Read through the data, and wherever a line holds the word "canvas", write that line out.

Saved entries:
☆ ☆ ☆

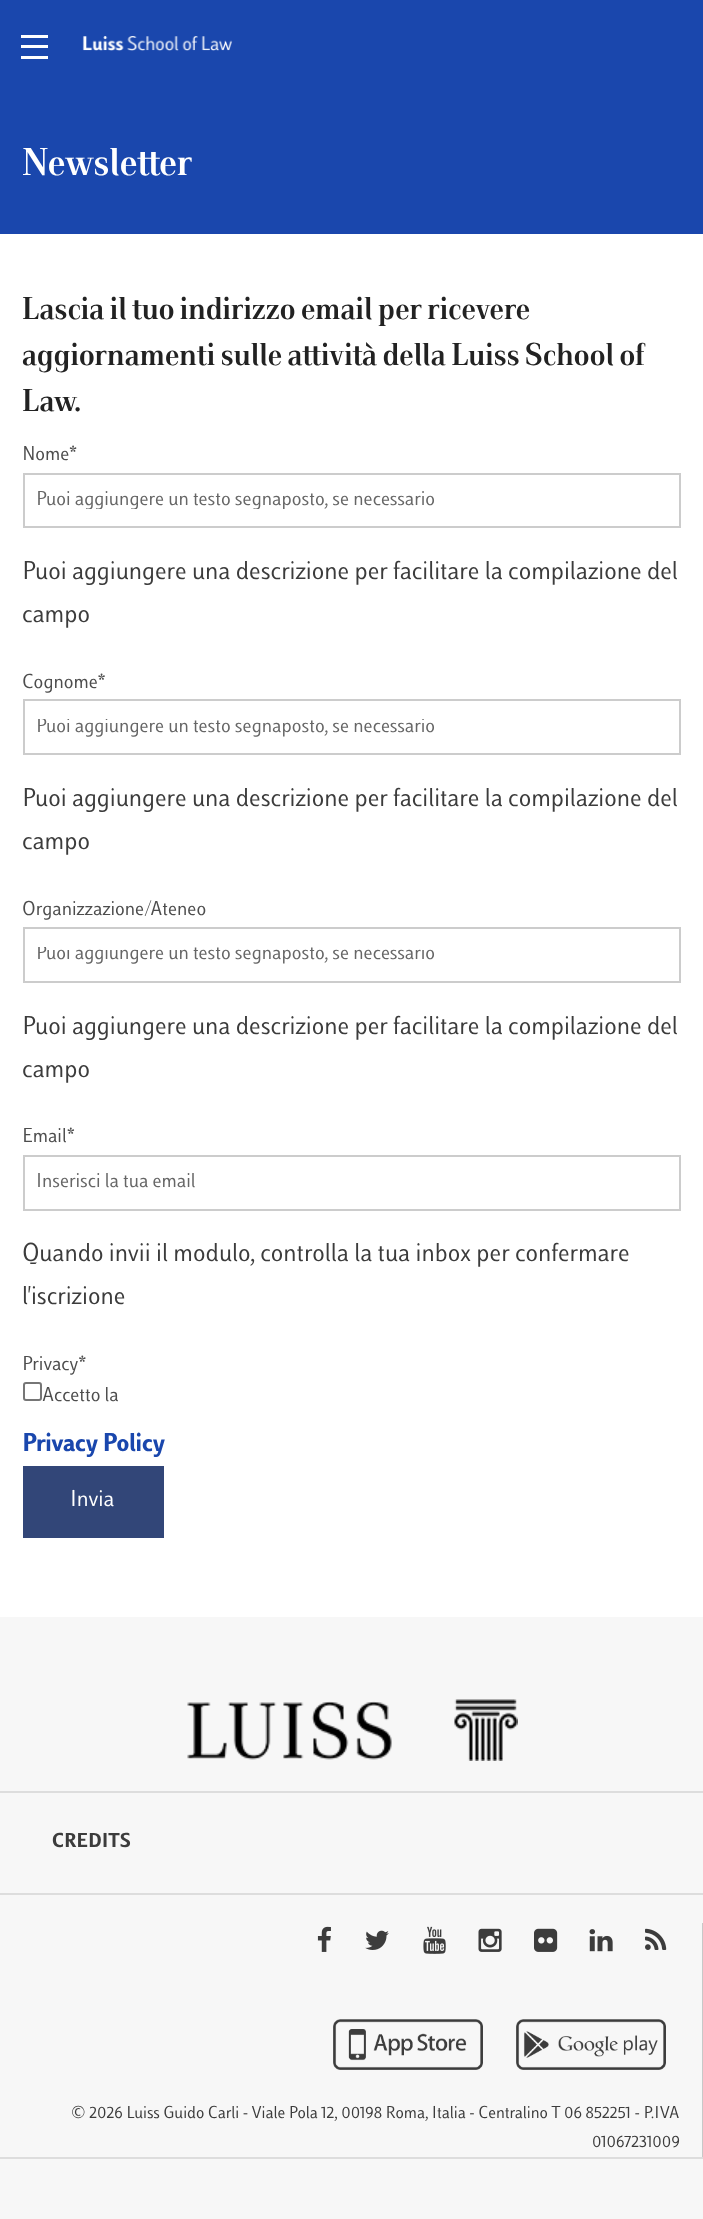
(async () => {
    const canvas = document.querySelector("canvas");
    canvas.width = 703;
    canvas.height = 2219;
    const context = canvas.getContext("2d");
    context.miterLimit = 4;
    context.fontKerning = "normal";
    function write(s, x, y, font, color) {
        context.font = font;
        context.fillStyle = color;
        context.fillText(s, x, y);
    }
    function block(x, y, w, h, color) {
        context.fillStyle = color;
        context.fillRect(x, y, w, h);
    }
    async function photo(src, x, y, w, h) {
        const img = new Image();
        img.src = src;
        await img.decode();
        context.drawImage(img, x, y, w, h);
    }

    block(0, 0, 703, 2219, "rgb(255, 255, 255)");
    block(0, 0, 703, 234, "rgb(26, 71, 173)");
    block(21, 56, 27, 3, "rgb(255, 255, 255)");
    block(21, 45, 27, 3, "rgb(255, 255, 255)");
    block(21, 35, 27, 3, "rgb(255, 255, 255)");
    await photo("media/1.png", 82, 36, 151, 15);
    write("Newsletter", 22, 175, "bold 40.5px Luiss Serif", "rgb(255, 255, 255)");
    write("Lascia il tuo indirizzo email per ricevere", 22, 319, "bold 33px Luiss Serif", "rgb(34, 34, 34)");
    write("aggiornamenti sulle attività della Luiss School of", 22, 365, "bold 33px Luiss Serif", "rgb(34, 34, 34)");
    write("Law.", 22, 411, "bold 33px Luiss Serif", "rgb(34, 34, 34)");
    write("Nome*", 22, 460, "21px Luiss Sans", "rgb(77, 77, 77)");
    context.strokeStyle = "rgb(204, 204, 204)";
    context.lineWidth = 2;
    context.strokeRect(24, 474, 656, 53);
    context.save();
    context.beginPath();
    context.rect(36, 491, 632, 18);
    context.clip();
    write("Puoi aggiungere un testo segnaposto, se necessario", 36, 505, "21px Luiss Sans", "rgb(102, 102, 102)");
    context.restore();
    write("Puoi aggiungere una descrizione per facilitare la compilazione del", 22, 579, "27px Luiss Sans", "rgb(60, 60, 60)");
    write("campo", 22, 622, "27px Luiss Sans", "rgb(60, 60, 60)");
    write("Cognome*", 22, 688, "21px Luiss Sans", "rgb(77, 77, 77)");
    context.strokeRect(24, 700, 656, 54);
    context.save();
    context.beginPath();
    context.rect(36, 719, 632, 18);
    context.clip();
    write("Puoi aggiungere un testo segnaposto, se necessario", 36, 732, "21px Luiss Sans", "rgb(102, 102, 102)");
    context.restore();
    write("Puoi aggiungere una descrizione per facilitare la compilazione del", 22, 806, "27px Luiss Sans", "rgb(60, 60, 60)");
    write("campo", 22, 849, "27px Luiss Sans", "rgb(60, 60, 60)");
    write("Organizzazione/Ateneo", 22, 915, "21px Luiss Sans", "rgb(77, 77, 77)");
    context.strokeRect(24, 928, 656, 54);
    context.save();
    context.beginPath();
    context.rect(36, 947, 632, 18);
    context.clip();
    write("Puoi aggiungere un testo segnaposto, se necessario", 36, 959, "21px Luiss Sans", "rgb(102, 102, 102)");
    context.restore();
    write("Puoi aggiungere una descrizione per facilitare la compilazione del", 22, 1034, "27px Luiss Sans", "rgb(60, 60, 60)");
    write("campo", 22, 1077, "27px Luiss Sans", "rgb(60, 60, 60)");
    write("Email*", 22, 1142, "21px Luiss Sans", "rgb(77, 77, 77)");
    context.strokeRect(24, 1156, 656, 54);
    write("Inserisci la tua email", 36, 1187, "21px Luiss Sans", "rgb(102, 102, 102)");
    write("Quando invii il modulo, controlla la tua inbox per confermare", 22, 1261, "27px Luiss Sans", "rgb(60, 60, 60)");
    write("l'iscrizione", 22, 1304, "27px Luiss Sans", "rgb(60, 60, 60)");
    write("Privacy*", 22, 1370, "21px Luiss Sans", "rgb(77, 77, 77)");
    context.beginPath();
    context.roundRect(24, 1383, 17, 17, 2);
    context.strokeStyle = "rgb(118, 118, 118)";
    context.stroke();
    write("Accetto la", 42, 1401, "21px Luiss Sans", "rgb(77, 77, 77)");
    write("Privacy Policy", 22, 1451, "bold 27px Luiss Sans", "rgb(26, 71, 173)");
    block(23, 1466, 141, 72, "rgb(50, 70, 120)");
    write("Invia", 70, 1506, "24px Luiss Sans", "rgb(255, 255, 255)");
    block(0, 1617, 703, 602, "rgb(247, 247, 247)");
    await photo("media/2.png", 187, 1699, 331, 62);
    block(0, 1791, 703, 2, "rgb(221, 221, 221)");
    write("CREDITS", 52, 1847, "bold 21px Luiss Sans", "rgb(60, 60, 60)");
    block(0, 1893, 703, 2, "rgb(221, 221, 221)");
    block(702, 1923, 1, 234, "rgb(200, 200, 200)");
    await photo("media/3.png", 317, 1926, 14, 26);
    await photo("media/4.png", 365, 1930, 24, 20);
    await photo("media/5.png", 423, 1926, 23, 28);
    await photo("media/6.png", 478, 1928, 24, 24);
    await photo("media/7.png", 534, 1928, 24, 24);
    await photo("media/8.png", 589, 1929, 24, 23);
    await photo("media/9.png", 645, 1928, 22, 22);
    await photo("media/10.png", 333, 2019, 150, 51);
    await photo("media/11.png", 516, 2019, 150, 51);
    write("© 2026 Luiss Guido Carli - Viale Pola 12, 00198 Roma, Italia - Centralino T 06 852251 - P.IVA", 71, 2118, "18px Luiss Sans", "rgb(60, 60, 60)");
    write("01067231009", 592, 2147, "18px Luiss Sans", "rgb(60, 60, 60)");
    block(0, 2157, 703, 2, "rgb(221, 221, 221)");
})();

☆ ☆ ☆

**SOLVED EXERCISE**
    const canvas = document.querySelector("canvas");
    canvas.width = 703;
    canvas.height = 2219;
    const context = canvas.getContext("2d");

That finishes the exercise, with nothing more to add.